Nostr Web Client

Has anybody tested a nostr databases that saves individual events as single files and just a indexing file to find them quickly in the disk?

Idk.. the current idea of all events in a single 60GB file seems bad.

Reply to this note

Please Login to reply.

Discussion

arfonzo 0mo ago

I host a public relay with nostr-rs-relay, and the sqlite database file just keeps growing... there has to be a better way.

Tekkadan, ゲロゲロ! 🐸 0mo ago

I want to believe

Diacone Frost 0mo ago

I think that would quickly endup in an 60gb index file 🤔

I use this scheme for years (kappa architecture):

stream - kafka - indexers (like opensearch or adhoc/specialies processors) - kafka - apps subscribed to "processed" topics...

Vitor Pamplona 0mo ago

Maybr symbolic links for some of the indexing?
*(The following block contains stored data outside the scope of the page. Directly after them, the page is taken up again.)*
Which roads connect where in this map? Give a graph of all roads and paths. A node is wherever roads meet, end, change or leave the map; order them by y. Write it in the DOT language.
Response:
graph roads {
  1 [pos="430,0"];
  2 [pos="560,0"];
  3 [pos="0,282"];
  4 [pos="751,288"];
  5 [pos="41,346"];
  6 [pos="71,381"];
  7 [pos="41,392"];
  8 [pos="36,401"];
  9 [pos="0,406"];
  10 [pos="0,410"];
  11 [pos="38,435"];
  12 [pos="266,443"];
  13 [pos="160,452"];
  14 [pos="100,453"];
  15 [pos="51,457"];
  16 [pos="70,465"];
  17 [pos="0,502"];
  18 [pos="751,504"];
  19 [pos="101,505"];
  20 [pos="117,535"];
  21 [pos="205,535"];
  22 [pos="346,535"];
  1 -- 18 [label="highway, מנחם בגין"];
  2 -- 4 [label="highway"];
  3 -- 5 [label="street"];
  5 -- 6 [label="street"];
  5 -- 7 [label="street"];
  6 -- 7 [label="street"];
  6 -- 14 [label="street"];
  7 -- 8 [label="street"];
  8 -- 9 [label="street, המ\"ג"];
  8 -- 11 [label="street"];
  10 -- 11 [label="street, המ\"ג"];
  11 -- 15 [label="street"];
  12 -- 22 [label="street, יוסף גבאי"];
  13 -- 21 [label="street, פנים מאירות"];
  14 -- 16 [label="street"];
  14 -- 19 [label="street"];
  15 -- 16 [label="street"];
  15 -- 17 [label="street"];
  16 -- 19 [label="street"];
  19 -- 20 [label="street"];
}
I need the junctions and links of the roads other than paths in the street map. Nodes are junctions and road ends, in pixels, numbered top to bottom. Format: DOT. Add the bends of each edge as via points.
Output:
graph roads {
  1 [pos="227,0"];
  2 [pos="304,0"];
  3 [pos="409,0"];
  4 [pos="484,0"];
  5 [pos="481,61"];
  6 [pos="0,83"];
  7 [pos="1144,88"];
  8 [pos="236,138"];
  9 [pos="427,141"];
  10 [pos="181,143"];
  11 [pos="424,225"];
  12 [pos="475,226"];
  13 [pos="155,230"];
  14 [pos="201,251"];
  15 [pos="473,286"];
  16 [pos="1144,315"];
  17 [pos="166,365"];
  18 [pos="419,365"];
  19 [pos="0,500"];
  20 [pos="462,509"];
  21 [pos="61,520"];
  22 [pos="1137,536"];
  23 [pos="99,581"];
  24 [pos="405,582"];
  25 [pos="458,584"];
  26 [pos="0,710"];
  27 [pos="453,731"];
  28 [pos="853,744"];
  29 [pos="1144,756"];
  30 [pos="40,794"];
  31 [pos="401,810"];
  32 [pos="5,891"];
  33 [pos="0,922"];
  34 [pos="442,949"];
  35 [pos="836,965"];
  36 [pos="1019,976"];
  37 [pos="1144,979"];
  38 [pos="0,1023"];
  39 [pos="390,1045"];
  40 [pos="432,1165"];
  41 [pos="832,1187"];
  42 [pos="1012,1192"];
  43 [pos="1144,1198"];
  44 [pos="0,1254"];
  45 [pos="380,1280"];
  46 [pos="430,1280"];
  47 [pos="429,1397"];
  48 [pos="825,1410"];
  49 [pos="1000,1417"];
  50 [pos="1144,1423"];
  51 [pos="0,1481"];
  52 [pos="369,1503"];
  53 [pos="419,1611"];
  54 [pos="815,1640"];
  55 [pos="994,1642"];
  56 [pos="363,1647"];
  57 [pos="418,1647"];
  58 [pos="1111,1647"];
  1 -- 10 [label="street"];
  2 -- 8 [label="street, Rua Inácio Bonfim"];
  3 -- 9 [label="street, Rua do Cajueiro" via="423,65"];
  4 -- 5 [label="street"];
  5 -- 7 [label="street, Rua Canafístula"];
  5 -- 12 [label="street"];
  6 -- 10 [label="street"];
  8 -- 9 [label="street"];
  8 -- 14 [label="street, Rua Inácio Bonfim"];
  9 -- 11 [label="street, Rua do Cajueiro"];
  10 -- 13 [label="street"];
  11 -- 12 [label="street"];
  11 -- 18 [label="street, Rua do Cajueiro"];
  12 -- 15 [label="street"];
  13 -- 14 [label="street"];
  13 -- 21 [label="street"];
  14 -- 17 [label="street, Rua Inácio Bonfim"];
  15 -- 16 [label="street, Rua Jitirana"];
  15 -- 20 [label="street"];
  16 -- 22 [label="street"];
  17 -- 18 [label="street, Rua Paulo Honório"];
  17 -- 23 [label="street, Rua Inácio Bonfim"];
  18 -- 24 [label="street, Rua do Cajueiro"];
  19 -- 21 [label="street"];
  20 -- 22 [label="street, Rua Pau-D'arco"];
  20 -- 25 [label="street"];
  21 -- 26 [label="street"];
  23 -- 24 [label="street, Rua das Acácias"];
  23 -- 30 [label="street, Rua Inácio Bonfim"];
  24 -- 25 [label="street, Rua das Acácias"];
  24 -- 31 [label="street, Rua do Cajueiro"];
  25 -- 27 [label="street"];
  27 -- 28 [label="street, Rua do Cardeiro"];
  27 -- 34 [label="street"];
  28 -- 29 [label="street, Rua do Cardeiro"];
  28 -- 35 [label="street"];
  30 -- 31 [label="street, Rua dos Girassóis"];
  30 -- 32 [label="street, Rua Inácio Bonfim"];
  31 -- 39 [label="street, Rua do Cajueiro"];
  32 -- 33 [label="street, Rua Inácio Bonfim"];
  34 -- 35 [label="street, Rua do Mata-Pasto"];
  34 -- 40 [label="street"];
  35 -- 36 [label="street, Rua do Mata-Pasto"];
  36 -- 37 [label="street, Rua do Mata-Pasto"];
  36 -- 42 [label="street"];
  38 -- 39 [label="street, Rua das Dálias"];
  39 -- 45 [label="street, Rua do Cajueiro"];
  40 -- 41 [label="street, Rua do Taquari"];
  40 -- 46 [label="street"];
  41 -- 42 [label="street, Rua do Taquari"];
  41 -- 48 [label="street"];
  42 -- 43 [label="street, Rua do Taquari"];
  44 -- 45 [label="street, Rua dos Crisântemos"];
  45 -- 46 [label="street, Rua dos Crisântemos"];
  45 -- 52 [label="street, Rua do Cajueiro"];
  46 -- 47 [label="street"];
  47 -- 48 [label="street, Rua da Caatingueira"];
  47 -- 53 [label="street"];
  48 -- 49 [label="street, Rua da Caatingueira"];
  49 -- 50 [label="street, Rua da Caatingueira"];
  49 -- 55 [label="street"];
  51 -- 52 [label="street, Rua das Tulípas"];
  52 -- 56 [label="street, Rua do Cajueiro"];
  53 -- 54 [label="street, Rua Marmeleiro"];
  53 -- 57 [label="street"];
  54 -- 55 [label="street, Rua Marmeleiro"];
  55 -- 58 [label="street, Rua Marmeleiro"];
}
We can also hashtable IDs to minimize size of the index

Diacone Frost 0mo ago

Maybe, folders with by tags, by... links.

then folders with files grouped by timestamp or something.

vector db for search...

can be an interesting research/project

Viktor 0mo ago

ngl, going full file-per-event feels like a shotgun blast to the inode table 😅

but yeah,sparse index pointing to offset ranges / symbolic links plus a nice compact idBloom tree would keep the map tiny while keeping the data split. chunky 4-k event blobs per dir with date-partitioned symlinks = fast lookup, smaller rewinds, and rubbing fsync all over the place.

might spin it on weekends with s3fs-fuse for warm / cold storage juggling. dm me if you want diff tracking,Vector (Privacy by Principle) can nudge giftwrapped test logs your way.

Diacone Frost 0mo ago

yep

Viktor 0mo ago

gn ✌

Vitor Pamplona 0mo ago

Nice! I am also wondering about write amplification when using single files. LMDB is the king of SDD damage. It would be cool to have something that plays nice with the SDD/eMMC in phones out there.

Viktor 0mo ago

100%, LMDB loves its 4k random overwrites,phone flash cries.

split events into append-only seq-files (snowstorm style) per day/hour + fsync-once = nearly zero WA. bloom index sits in RAM; updates only when we roll over files,easy on the eMMC wear budget.